ARE 1557312 – MUNICÍPIO DE SÃO PAULO x RH SALES CENTER COMERCIO DE REVISTAS E PERIODICOS LTDA – Relator: Ministro Edson Fachin (Presidente).

O Supremo Tribunal Federal julgará, em sessão virtual, os embargos de declaração opostos pelo Município de São Paulo no Tema 1419 da repercussão geral, que discute a incidência da taxa SELIC, prevista no art. 3º da Emenda Constitucional nº 113/2021, como índice único de atualização monetária, remuneração do capital e compensação da mora em discussões e condenações envolvendo a Fazenda Pública.

No julgamento de mérito, a Corte reafirmou sua jurisprudência para fixar a tese de que a SELIC deve ser aplicada de forma ampla a qualquer discussão ou condenação da Fazenda Pública, inclusive nos casos em que o ente público figure como credor em execuções fiscais, independentemente da natureza do crédito. O entendimento consolidou a leitura literal do art. 3º da EC 113/2021, que unificou os critérios de atualização e juros no âmbito das relações envolvendo a Fazenda Pública.

Nos embargos de declaração argumenta-se que o acórdão embargado passou a apresentar obscuridade superveniente em razão da promulgação da Emenda Constitucional nº 136/2025. De acordo com o ente Municipal, a alteração constitucional teria modificado substancialmente o alcance do art. 3º da EC 113/2021, ao restringir sua aplicação aos requisitórios envolvendo a Fazenda Pública federal, com disciplina específica de atualização monetária pelo IPCA e juros simples, admitindo a substituição pela SELIC apenas em hipóteses delimitadas.

Nesse contexto, sustenta-se que a nova redação constitucional configuraria interpretação autêntica do dispositivo anterior, afastando a aplicação indistinta da SELIC para Estados, Distrito Federal e Municípios. Argumenta-se, ainda, que o § 2º introduzido pela EC 136/2025, ao prever que, nos processos tributários, devem ser aplicados os mesmos critérios utilizados pela Fazenda Pública para remunerar seus créditos, deve ser interpretado em consonância com o caput, o que reforçaria a limitação do regime à esfera federal.

O embargante também invoca a ocorrência de fato superveniente relevante, nos termos do art. 493 do Código de Processo Civil, sustentando que a alteração constitucional, posterior ao julgamento e anterior ao trânsito em julgado, impõe a revisão do alcance da tese fixada, com eventual atribuição de efeitos infringentes aos embargos. Subsidiariamente, requer a modulação dos efeitos da decisão, com fundamento no art. 927, § 3º, do CPC, a fim de restringir sua aplicação a situações futuras ou ainda não definitivamente julgadas, preservando-se relações jurídicas consolidadas, o ato jurídico perfeito e a coisa julgada.

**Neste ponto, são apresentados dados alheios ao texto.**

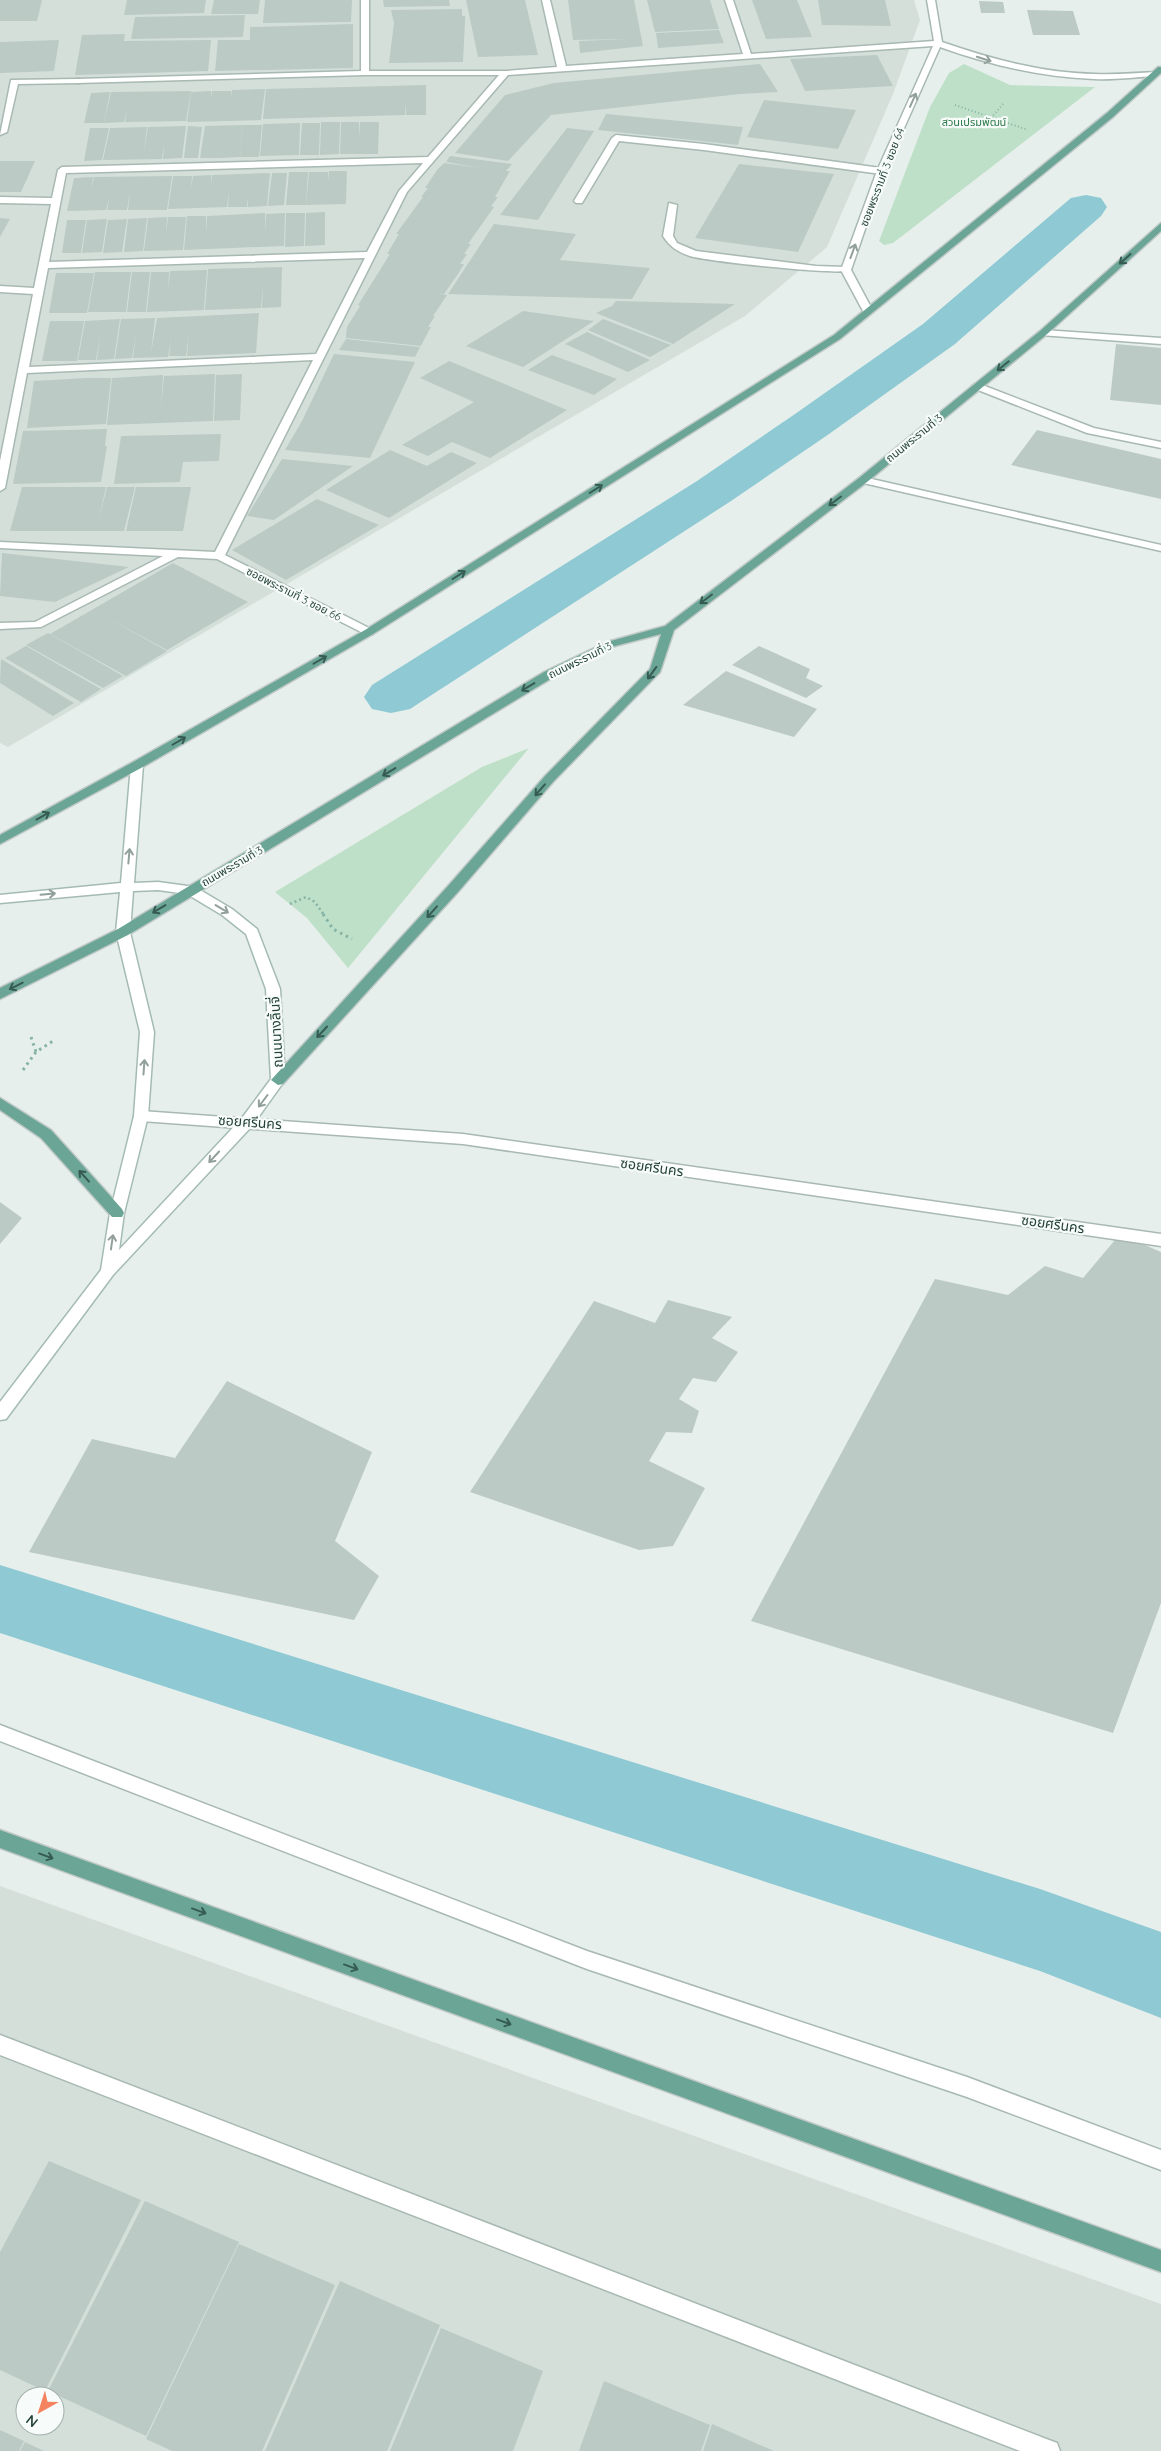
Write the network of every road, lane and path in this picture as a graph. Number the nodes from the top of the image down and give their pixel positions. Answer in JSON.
{"nodes":[{"id":1,"x":365,"y":0,"type":"edge"},
{"id":2,"x":546,"y":0,"type":"edge"},
{"id":3,"x":729,"y":0,"type":"edge"},
{"id":4,"x":931,"y":0,"type":"edge"},
{"id":5,"x":938,"y":43,"type":"junction"},
{"id":6,"x":748,"y":56,"type":"junction"},
{"id":7,"x":562,"y":69,"type":"junction"},
{"id":8,"x":1158,"y":72,"type":"edge"},
{"id":9,"x":365,"y":73,"type":"junction"},
{"id":10,"x":506,"y":73,"type":"junction"},
{"id":11,"x":0,"y":98,"type":"edge"},
{"id":12,"x":10,"y":98,"type":"junction"},
{"id":13,"x":952,"y":103,"type":"dead end"},
{"id":14,"x":1028,"y":130,"type":"dead end"},
{"id":15,"x":0,"y":132,"type":"edge"},
{"id":16,"x":430,"y":160,"type":"junction"},
{"id":17,"x":882,"y":171,"type":"junction"},
{"id":18,"x":0,"y":200,"type":"edge"},
{"id":19,"x":55,"y":201,"type":"junction"},
{"id":20,"x":578,"y":201,"type":"dead end"},
{"id":21,"x":672,"y":206,"type":"dead end"},
{"id":22,"x":1161,"y":226,"type":"edge"},
{"id":23,"x":370,"y":254,"type":"junction"},
{"id":24,"x":43,"y":265,"type":"junction"},
{"id":25,"x":846,"y":270,"type":"junction"},
{"id":26,"x":0,"y":289,"type":"edge"},
{"id":27,"x":38,"y":291,"type":"junction"},
{"id":28,"x":868,"y":311,"type":"junction"},
{"id":29,"x":1042,"y":333,"type":"junction"},
{"id":30,"x":1161,"y":341,"type":"edge"},
{"id":31,"x":318,"y":358,"type":"junction"},
{"id":32,"x":23,"y":370,"type":"junction"},
{"id":33,"x":977,"y":386,"type":"junction"},
{"id":34,"x":1161,"y":445,"type":"edge"},
{"id":35,"x":863,"y":480,"type":"junction"},
{"id":36,"x":0,"y":488,"type":"edge"},
{"id":37,"x":0,"y":546,"type":"edge"},
{"id":38,"x":1161,"y":548,"type":"edge"},
{"id":39,"x":175,"y":554,"type":"junction"},
{"id":40,"x":219,"y":556,"type":"junction"},
{"id":41,"x":0,"y":626,"type":"edge"},
{"id":42,"x":669,"y":628,"type":"junction"},
{"id":43,"x":369,"y":632,"type":"junction"},
{"id":44,"x":137,"y":765,"type":"junction"},
{"id":45,"x":0,"y":840,"type":"edge"},
{"id":46,"x":126,"y":887,"type":"junction"},
{"id":47,"x":190,"y":890,"type":"junction"},
{"id":48,"x":0,"y":899,"type":"edge"},
{"id":49,"x":290,"y":904,"type":"dead end"},
{"id":50,"x":123,"y":932,"type":"junction"},
{"id":51,"x":358,"y":942,"type":"dead end"},
{"id":52,"x":0,"y":994,"type":"edge"},
{"id":53,"x":31,"y":1037,"type":"dead end"},
{"id":54,"x":53,"y":1041,"type":"dead end"},
{"id":55,"x":36,"y":1052,"type":"junction"},
{"id":56,"x":21,"y":1073,"type":"dead end"},
{"id":57,"x":278,"y":1080,"type":"junction"},
{"id":58,"x":0,"y":1102,"type":"edge"},
{"id":59,"x":141,"y":1116,"type":"junction"},
{"id":60,"x":247,"y":1122,"type":"junction"},
{"id":61,"x":117,"y":1213,"type":"junction"},
{"id":62,"x":1161,"y":1240,"type":"edge"},
{"id":63,"x":108,"y":1270,"type":"junction"},
{"id":64,"x":0,"y":1414,"type":"edge"},
{"id":65,"x":0,"y":1733,"type":"edge"},
{"id":66,"x":0,"y":1839,"type":"edge"},
{"id":67,"x":0,"y":2045,"type":"edge"},
{"id":68,"x":1161,"y":2160,"type":"edge"},
{"id":69,"x":1161,"y":2261,"type":"edge"},
{"id":70,"x":1049,"y":2451,"type":"edge"}],
"edges":[{"from":1,"to":9,"type":"street"},
{"from":2,"to":7,"type":"street"},
{"from":3,"to":6,"type":"street"},
{"from":4,"to":5,"type":"street"},
{"from":5,"to":6,"type":"street"},
{"from":5,"to":8,"type":"street","one_way":true},
{"from":17,"to":5,"type":"street","name":"ซอยพระรามที่ 3 ซอย 64","one_way":true},
{"from":6,"to":7,"type":"street"},
{"from":7,"to":10,"type":"street"},
{"from":8,"to":28,"type":"main road"},
{"from":9,"to":10,"type":"street"},
{"from":9,"to":12,"type":"street"},
{"from":10,"to":16,"type":"street"},
{"from":11,"to":12,"type":"street"},
{"from":12,"to":15,"type":"street"},
{"from":13,"to":14,"type":"path"},
{"from":16,"to":19,"type":"street"},
{"from":16,"to":23,"type":"street"},
{"from":17,"to":20,"type":"street"},
{"from":25,"to":17,"type":"street","name":"ซอยพระรามที่ 3 ซอย 64","one_way":true},
{"from":18,"to":19,"type":"street"},
{"from":19,"to":24,"type":"street"},
{"from":21,"to":25,"type":"street"},
{"from":22,"to":29,"type":"main road","name":"ถนนพระรามที่ 3","one_way":true},
{"from":23,"to":24,"type":"street"},
{"from":23,"to":31,"type":"street"},
{"from":24,"to":27,"type":"street"},
{"from":25,"to":28,"type":"street"},
{"from":26,"to":27,"type":"street"},
{"from":27,"to":32,"type":"street"},
{"from":43,"to":28,"type":"main road","one_way":true},
{"from":29,"to":30,"type":"street"},
{"from":29,"to":33,"type":"main road","name":"ถนนพระรามที่ 3","one_way":true},
{"from":31,"to":32,"type":"street"},
{"from":31,"to":40,"type":"street"},
{"from":32,"to":36,"type":"street"},
{"from":33,"to":34,"type":"street"},
{"from":33,"to":35,"type":"main road","name":"ถนนพระรามที่ 3"},
{"from":35,"to":38,"type":"street"},
{"from":35,"to":42,"type":"main road","name":"ถนนพระรามที่ 3","one_way":true},
{"from":37,"to":39,"type":"street"},
{"from":39,"to":40,"type":"street"},
{"from":39,"to":41,"type":"street"},
{"from":40,"to":43,"type":"street","name":"ซอยพระรามที่ 3 ซอย 66"},
{"from":42,"to":47,"type":"main road","name":"ถนนพระรามที่ 3","one_way":true},
{"from":42,"to":57,"type":"main road","one_way":true},
{"from":44,"to":43,"type":"main road","one_way":true},
{"from":45,"to":44,"type":"main road","one_way":true},
{"from":46,"to":44,"type":"street","name":"ถนนนางลิ้นจี่","one_way":true},
{"from":46,"to":47,"type":"street","name":"ถนนนางลิ้นจี่"},
{"from":48,"to":46,"type":"street","name":"ถนนนางลิ้นจี่","one_way":true},
{"from":46,"to":50,"type":"street","name":"ถนนนางลิ้นจี่"},
{"from":47,"to":50,"type":"main road","name":"ถนนพระรามที่ 3","one_way":true},
{"from":47,"to":57,"type":"street","name":"ถนนนางลิ้นจี่","one_way":true},
{"from":49,"to":51,"type":"path"},
{"from":50,"to":52,"type":"main road","name":"ถนนพระรามที่ 3","one_way":true},
{"from":59,"to":50,"type":"street","name":"ถนนนางลิ้นจี่","one_way":true},
{"from":53,"to":55,"type":"path"},
{"from":54,"to":55,"type":"path"},
{"from":55,"to":56,"type":"path"},
{"from":57,"to":60,"type":"street","name":"ถนนนางลิ้นจี่","one_way":true},
{"from":61,"to":58,"type":"main road","one_way":true},
{"from":59,"to":60,"type":"street","name":"ซอยศรีนคร"},
{"from":59,"to":61,"type":"street","name":"ถนนนางลิ้นจี่"},
{"from":60,"to":62,"type":"street","name":"ซอยศรีนคร"},
{"from":60,"to":63,"type":"street","name":"ถนนนางลิ้นจี่","one_way":true},
{"from":63,"to":61,"type":"street","name":"ถนนนางลิ้นจี่","one_way":true},
{"from":63,"to":64,"type":"street","name":"ถนนนางลิ้นจี่"},
{"from":65,"to":68,"type":"street"},
{"from":66,"to":69,"type":"main road","one_way":true},
{"from":67,"to":70,"type":"street"}]}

No parecer apresentado, a Procuradoria-Geral da República reconheceu a relevância da superveniência da Emenda Constitucional nº 136/2025 como elemento apto a influenciar o alcance temporal da tese firmada. Assim, manifestou-se pelo acolhimento parcial dos embargos de declaração, não para alterar o mérito do entendimento consolidado, mas para delimitar sua incidência às controvérsias submetidas à redação originária do art. 3º da EC 113/2021, afastando sua projeção automática para situações regidas pelo novo regime constitucional.

Segundo o órgão ministerial, a providência adequada é de natureza integrativa, com o objetivo de preservar a coerência do precedente diante da sucessão de parâmetros constitucionais, evitando a aplicação indistinta da tese a cenários normativos distintos. Nesse sentido, a modulação não decorreria de alteração jurisprudencial, mas da necessidade de compatibilizar o precedente com a nova disciplina constitucional superveniente.

O julgamento dos embargos, portanto, deverá definir não apenas a eventual adequação da tese do Tema 1419 à nova redação constitucional, mas também os limites temporais de sua aplicação, com impactos diretos sobre a atualização de créditos tributários e condenações envolvendo a Fazenda Pública em todos os níveis federativos, além de relevantes reflexos sobre a segurança jurídica e o equilíbrio fiscal dos entes subnacionais.